### Aim of the task
Exactly the lines from the first line of the records to the line holding "pinky mcp: (112, 186)" should be duplicated, and nothing more; pictures stay out.
── Input data ──
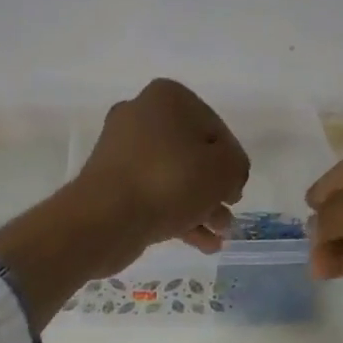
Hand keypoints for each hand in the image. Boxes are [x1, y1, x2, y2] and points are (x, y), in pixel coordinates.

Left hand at [66, 79, 249, 272]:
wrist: (105, 219)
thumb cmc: (170, 182)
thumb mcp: (224, 169)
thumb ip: (237, 167)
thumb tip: (228, 177)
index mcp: (168, 98)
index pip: (216, 130)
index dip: (232, 164)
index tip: (236, 192)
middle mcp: (142, 117)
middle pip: (193, 156)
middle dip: (214, 191)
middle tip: (227, 218)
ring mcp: (122, 153)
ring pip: (174, 180)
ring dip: (200, 209)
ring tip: (219, 237)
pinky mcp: (112, 186)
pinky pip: (154, 198)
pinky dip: (177, 218)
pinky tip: (201, 244)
───
### Written solution
Hand keypoints for each hand in the image. Boxes are [x1, y1, x2, y2] and points are (x, y), in pixel coordinates.

Left hand at [66, 79, 249, 272]:
wrist: (105, 219)
thumb cmc: (170, 182)
thumb mcp: (224, 169)
thumb ip: (237, 167)
thumb tip: (228, 177)
index mcp: (168, 98)
index pip: (216, 130)
index dip: (232, 164)
index tip: (236, 192)
middle mcp: (142, 117)
middle pip: (193, 156)
middle dip: (214, 191)
middle tip: (227, 218)
ring mcp: (122, 153)
ring pip: (174, 180)
ring dip: (200, 209)
ring tip: (219, 237)
pinky mcp: (112, 186)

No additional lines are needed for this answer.